As described in Section 7.7, “Changes in the Read-Ahead Algorithm” a
      read ahead request is an asynchronous IO request issued in
      anticipation that the page being read in will be used in near
      future. It can be very useful if a DBA has the information about
      how many pages are read in as part of read ahead and how many of
      them are evicted from the buffer pool without ever being accessed.

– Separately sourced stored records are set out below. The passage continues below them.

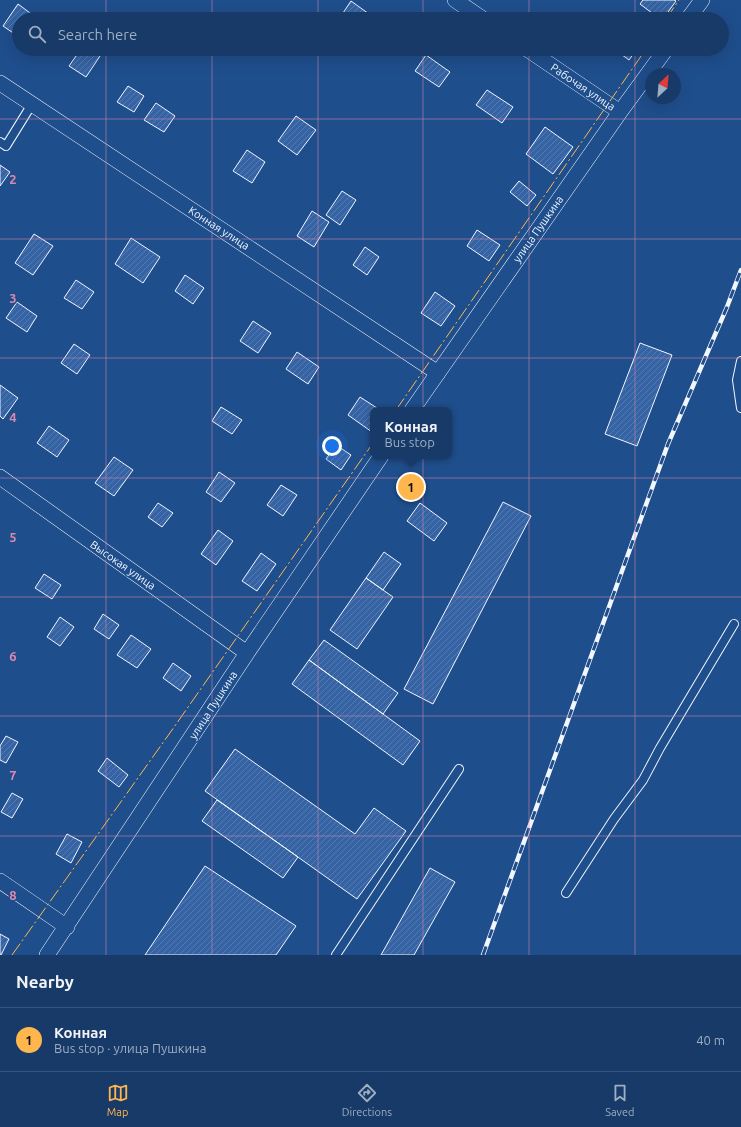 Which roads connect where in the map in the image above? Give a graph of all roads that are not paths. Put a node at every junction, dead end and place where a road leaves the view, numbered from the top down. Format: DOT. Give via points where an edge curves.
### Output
graph roads {
  1 [pos="455,0"];
  2 [pos="702,0"];
  3 [pos="473,12"];
  4 [pos="693,12"];
  5 [pos="537,56"];
  6 [pos="661,56"];
  7 [pos="0,83"];
  8 [pos="32,104"];
  9 [pos="620,112"];
  10 [pos="0,142"];
  11 [pos="741,361"];
  12 [pos="438,373"];
  13 [pos="414,407"];
  14 [pos="741,408"];
  15 [pos="379,459"];
  16 [pos="0,478"];
  17 [pos="734,624"];
  18 [pos="247,653"];
  19 [pos="459,769"];
  20 [pos="0,881"];
  21 [pos="566,893"];
  22 [pos="67,927"];
  23 [pos="47,955"];
  24 [pos="336,955"];
  1 -- 3 [label="street"];
  2 -- 4 [label="street"];
  5 -- 9 [label="street, Рабочая улица"];
  6 -- 9 [label="street, улица Пушкина"];
  7 -- 8 [label="street, Конная улица"];
  8 -- 10 [label="lane" via="6,146"];
  8 -- 12 [label="street, Конная улица"];
  9 -- 12 [label="street, улица Пушкина"];
  11 -- 14 [label="lane" via="736,380"];
  12 -- 13 [label="street, улица Пушкина"];
  15 -- 18 [label="street, улица Пушкина"];
  16 -- 18 [label="street, Высокая улица"];
  17 -- 21 [label="lane" via="643,780 614,819"];
  18 -- 22 [label="street, улица Пушкина"];
  19 -- 24 [label="lane"];
  20 -- 22 [label="street"];
  22 -- 23 [label="street, улица Пушкина"];
} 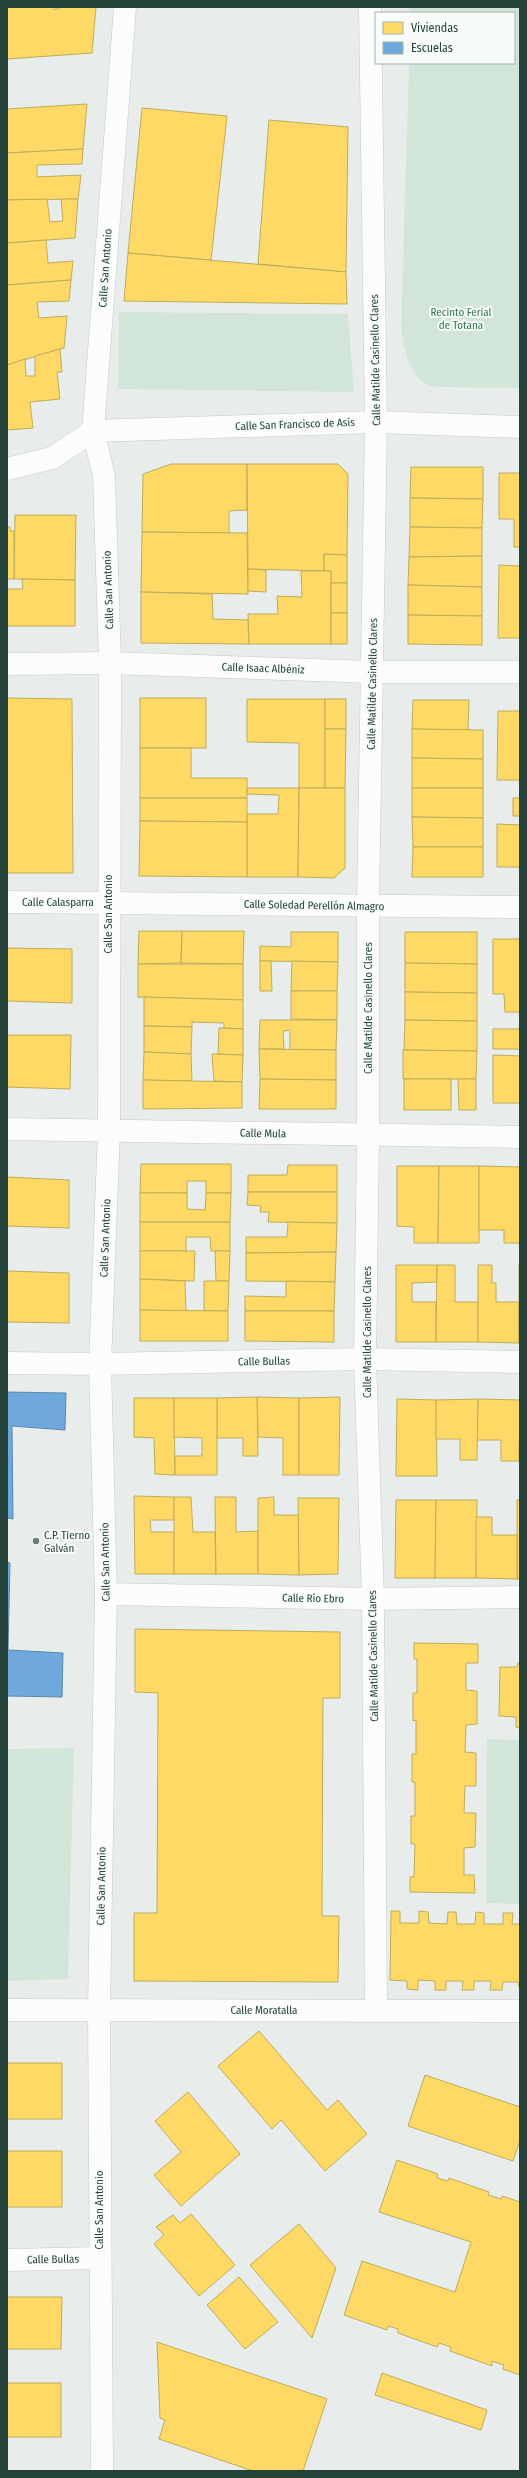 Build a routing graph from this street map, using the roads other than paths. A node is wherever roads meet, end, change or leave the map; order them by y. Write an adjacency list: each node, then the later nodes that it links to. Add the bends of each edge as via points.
1 (125, 7): 5 (street, Calle San Antonio)
2 (370, 7): 3 (street, Calle Matilde Casinello Clares)
3 (376, 422): 4 (street, Calle San Francisco de Asís); 5 (street, Calle San Francisco de Asís); 9 (street, Calle Matilde Casinello Clares)
4 (520, 427)
5 (93, 431): 6 (street, via 52,458); 7 (street, Calle San Antonio, via 104,476)
6 (7, 469)
7 (110, 663): 8 (street, Calle Isaac Albéniz); 9 (street, Calle Isaac Albéniz); 12 (street, Calle San Antonio)
8 (7, 664)
9 (373, 672): 10 (street, Calle Isaac Albéniz); 13 (street, Calle Matilde Casinello Clares)
10 (520, 672)
11 (7, 902): 12 (street, Calle Calasparra)
12 (108, 902): 13 (street, Calle Soledad Perellón Almagro); 16 (street, Calle San Antonio)
13 (368, 905): 14 (street, Calle Soledad Perellón Almagro); 17 (street, Calle Matilde Casinello Clares)
14 (520, 907)
15 (7, 1129): 16 (street, Calle Mula)
16 (110, 1130): 17 (street, Calle Mula); 22 (street, Calle San Antonio)
17 (368, 1136): 18 (street, Calle Mula); 19 (street, Calle Matilde Casinello Clares)
18 (520, 1137)
19 (365, 1359): 20 (street, Calle Bullas); 22 (street, Calle Bullas); 25 (street, Calle Matilde Casinello Clares)
20 (520, 1362)
21 (7, 1363): 22 (street, Calle Bullas)
22 (100, 1364): 23 (street, Calle San Antonio)
23 (106, 1594): 25 (street, Calle Río Ebro); 27 (street, Calle San Antonio)
24 (520, 1598): 25 (street, Calle Río Ebro)
25 (373, 1599): 28 (street, Calle Matilde Casinello Clares)
26 (7, 2010): 27 (street, Calle Moratalla)
27 (99, 2010): 28 (street, Calle Moratalla); 30 (street, Calle San Antonio)
28 (376, 2010): 29 (street, Calle Moratalla)
29 (520, 2011)
30 (99, 2258): 31 (street, Calle Bullas); 32 (street, Calle San Antonio)
31 (7, 2260)
32 (102, 2471) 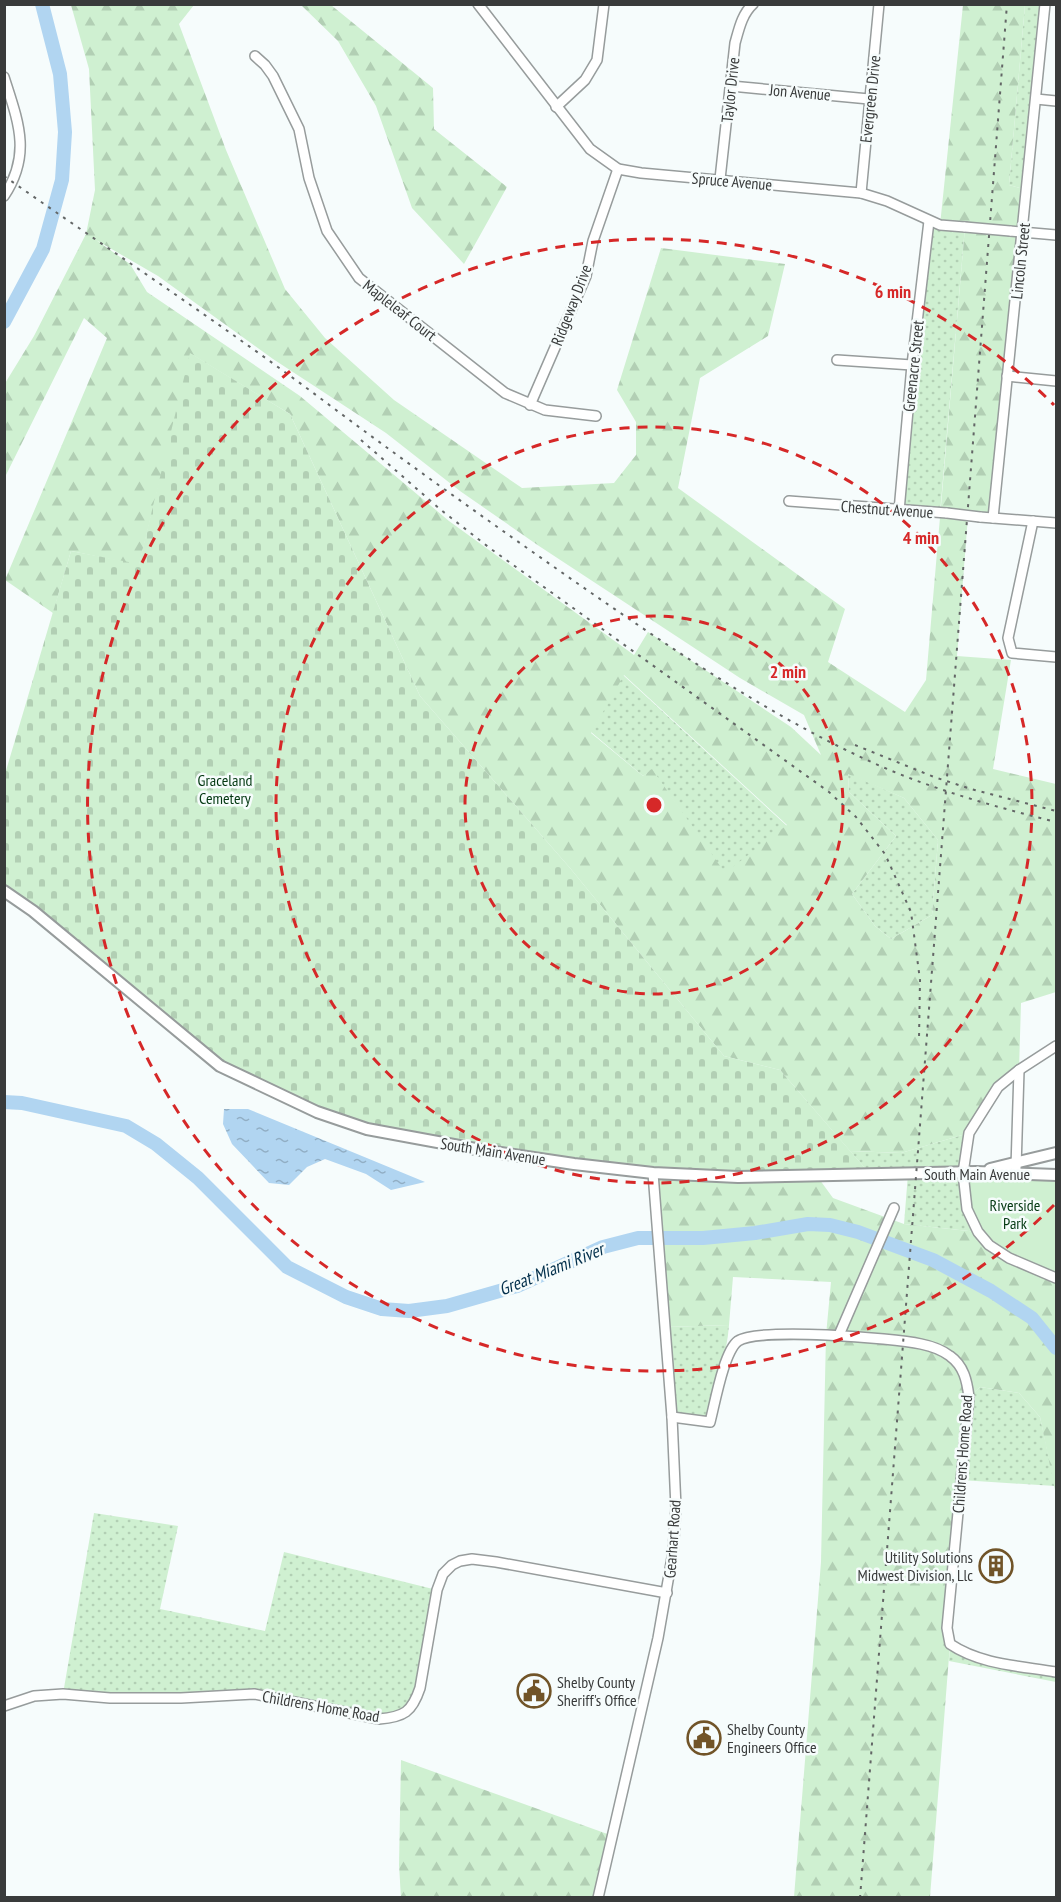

      Based on this information a DBA can then fine tune the degree of
      aggressiveness of the read ahead using the parameter
      innodb_read_ahead_threshold.
    
      Starting from InnoDB storage engine 1.0.5 two new status variables are
      added to the SHOW STATUS output. These global
      status variables Innodb_buffer_pool_read_ahead
      and Innodb_buffer_pool_read_ahead_evicted
      indicate the number of pages read in as part of read ahead and the
      number of such pages evicted without ever being accessed
      respectively. These counters provide global values since the start
      of the server. Please also note that the status variables
      Innodb_buffer_pool_read_ahead_rnd and
      Innodb_buffer_pool_read_ahead_seq have been
      removed from the SHOW STATUS output.
    
      In addition to the two counters mentioned above SHOW
      INNODB STATUS will also show the rate at which the read
      ahead pages are being read in and the rate at which such pages are
      being evicted without being accessed. The per second averages are
      based on the statistics collected since the last invocation of
      SHOW INNODB STATUS and are displayed in the
      BUFFER POOL AND MEMORY section of the output.
    
This is the User’s Guide for InnoDB storage engine 1.1 for MySQL 5.5, generated on 2010-04-13 (revision: 19994) .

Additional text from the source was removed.